Baseball Suffers Nationals Tragedy

St. Louis – August 30, 2010
By Jeremy Clements
Stephen Strasburg
Image via Wikipedia

No baseball player has generated as much interest or excitement this season as Stephen Strasburg, the hard-throwing rookie pitcher whose presence in the major leagues has captured the imagination of baseball fans. Only 22 years old and with a fastball that routinely registers at 100 miles per hour, Strasburg has been watched and monitored and scrutinized — right down to the number of pitches he was allowed to throw in a game.

All of the monitoring done by the Nationals coaching staff didn’t prepare them for the news that Strasburg’s season is over and that he may not pitch again until 2012. After suffering a significant tear in the ulnar collateral ligament of his right elbow. He is expected to have the surgical reconstruction known as Tommy John surgery and will need 12 to 18 months to recover.

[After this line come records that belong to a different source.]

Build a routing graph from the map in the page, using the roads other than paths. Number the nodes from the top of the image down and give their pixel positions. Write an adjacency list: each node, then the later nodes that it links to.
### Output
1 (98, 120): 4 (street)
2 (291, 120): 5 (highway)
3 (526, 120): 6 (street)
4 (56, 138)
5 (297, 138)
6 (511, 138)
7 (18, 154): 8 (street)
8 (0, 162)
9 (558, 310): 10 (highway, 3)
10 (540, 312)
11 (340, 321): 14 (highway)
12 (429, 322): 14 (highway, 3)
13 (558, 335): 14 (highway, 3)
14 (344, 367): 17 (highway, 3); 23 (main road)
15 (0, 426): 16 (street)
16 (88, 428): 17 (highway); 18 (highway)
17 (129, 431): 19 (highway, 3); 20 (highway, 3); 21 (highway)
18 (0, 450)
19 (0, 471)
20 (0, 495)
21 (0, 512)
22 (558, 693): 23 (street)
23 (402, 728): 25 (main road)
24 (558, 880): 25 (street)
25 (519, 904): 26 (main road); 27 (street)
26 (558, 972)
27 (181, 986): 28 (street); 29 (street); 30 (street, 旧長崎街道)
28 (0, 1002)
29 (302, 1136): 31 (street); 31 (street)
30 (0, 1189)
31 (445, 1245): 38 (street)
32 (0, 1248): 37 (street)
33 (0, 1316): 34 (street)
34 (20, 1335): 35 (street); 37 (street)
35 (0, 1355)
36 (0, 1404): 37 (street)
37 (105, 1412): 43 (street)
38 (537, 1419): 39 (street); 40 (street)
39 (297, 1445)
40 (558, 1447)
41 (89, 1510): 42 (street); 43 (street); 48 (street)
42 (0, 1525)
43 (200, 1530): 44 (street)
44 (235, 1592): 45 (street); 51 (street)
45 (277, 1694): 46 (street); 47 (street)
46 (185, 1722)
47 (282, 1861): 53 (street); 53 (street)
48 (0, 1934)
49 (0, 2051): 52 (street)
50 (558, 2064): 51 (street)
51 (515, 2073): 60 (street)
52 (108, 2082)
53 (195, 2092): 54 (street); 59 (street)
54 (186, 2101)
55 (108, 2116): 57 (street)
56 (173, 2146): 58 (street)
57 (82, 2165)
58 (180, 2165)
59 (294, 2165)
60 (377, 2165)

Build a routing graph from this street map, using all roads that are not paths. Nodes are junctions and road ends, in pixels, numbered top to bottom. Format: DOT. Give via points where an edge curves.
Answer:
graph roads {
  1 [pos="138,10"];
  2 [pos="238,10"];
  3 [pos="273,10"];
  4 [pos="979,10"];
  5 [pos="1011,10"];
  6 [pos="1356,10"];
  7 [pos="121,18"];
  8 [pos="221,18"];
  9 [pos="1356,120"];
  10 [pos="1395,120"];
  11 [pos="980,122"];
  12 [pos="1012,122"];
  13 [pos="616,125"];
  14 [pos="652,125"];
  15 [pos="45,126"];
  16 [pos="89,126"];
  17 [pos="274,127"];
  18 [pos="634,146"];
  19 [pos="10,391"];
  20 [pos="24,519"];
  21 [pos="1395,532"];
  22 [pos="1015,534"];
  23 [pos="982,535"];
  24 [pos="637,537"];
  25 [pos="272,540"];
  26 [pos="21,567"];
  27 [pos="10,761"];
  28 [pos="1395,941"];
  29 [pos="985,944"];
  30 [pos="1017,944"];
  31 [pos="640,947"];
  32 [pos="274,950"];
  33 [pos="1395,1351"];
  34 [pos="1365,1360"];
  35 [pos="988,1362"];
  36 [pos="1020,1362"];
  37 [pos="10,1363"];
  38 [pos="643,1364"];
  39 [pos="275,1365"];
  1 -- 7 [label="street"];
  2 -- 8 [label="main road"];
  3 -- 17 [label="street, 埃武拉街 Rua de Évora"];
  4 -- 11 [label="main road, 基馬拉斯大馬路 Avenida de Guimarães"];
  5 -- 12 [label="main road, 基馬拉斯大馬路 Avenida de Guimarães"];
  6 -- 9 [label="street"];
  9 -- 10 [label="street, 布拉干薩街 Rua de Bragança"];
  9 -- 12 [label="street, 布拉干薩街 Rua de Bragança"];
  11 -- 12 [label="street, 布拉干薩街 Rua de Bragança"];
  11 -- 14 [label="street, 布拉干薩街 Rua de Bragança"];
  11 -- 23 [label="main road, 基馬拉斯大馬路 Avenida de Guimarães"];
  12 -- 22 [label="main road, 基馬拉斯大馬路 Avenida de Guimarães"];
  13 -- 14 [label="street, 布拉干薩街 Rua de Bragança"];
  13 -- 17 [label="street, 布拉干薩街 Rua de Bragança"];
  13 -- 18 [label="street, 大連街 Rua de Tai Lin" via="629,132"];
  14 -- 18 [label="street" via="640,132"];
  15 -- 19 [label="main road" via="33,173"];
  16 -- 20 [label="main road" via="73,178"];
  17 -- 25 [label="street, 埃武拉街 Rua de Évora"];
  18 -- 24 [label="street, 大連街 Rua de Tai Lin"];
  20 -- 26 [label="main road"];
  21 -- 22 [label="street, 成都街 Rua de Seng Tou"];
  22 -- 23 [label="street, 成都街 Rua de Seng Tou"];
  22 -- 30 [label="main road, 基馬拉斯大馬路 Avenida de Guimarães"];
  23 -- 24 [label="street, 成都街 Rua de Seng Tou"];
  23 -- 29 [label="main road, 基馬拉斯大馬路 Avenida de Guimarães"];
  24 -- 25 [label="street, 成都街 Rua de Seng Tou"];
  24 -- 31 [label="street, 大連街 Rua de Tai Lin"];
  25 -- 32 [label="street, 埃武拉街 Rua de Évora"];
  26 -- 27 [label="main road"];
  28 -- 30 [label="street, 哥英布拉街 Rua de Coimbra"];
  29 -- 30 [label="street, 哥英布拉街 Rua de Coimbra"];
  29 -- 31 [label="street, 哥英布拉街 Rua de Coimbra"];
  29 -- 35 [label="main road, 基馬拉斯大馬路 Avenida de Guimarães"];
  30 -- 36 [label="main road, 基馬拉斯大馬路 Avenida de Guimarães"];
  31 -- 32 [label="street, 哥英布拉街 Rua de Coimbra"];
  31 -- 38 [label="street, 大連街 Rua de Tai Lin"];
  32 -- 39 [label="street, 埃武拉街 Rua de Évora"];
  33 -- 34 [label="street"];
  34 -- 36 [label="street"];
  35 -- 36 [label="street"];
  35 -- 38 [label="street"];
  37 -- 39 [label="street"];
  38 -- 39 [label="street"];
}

The injury is likely to reopen the debate on whether the Nationals rushed the young star through the development process too quickly. It will also affect everything from hot dogs to jerseys. Attendance at Nationals games increased by a third for the games Strasburg started this season, and local television ratings doubled when he pitched. Those types of things aren’t remedied by a team currently in last place in the National League East who are currently sit nearly 20 games out of first place.

“There’s no words that I can put in place here that would indicate we could possibly replace Stephen.” – Jim Riggleman, Nationals manager.

All of those problems aside, the Nationals shouldn’t be the ones to blame for this. There isn’t anything they could have done to prevent this from happening. The coaching staff carefully put together a plan to shield him from overuse; monitoring everything down to the exact number of pitches he threw. The only thing the Nats could have done was make the choice to shut him down after his first trip to the disabled list. But with all the hype surrounding him and the way he was performing, there was no reason to do that unless it was a major injury.

There is a silver lining to this Nationals tragedy however. In a survey of nearly 1,300 athletes at all levels who had the operation over the past 10 years, 83 percent of all participants and 85 percent of major leaguers reported that they had resumed pitching at the same or a higher level than they had attained before being hurt. Chris Carpenter, Tim Hudson and A.J. Burnett all had the same procedure down to their arms and each has returned to success. Carpenter and Hudoson currently have two of the top ten ERA’s in the National League. Burnett hasn’t been a slouch either and has been clocked at over 100 mph several times.

The Nationals now shift their focus on how they will approach his rehab. They must also address his mechanics. Former Yankees pitcher Al Leiter believes that the stress Strasburg put on his arm made this type of injury predictable, but that if Strasburg agrees to change his mechanics he should be fine.

Leiter’s theory is worth considering, however I present the following tidbit as a reason that this could have been predicted. If you look at a breakdown of Strasburg’s pitches this season, you find that over 83% of the pitches he threw were either a fastball or a curveball, 58% of which were fastballs. Furthermore, the average velocity on his fastball was over 97 miles per hour.

Some have already begin labeling Strasburg the next Kerry Wood or Mark Prior, but only time will tell how true those comparisons are. All fans can do now is wait.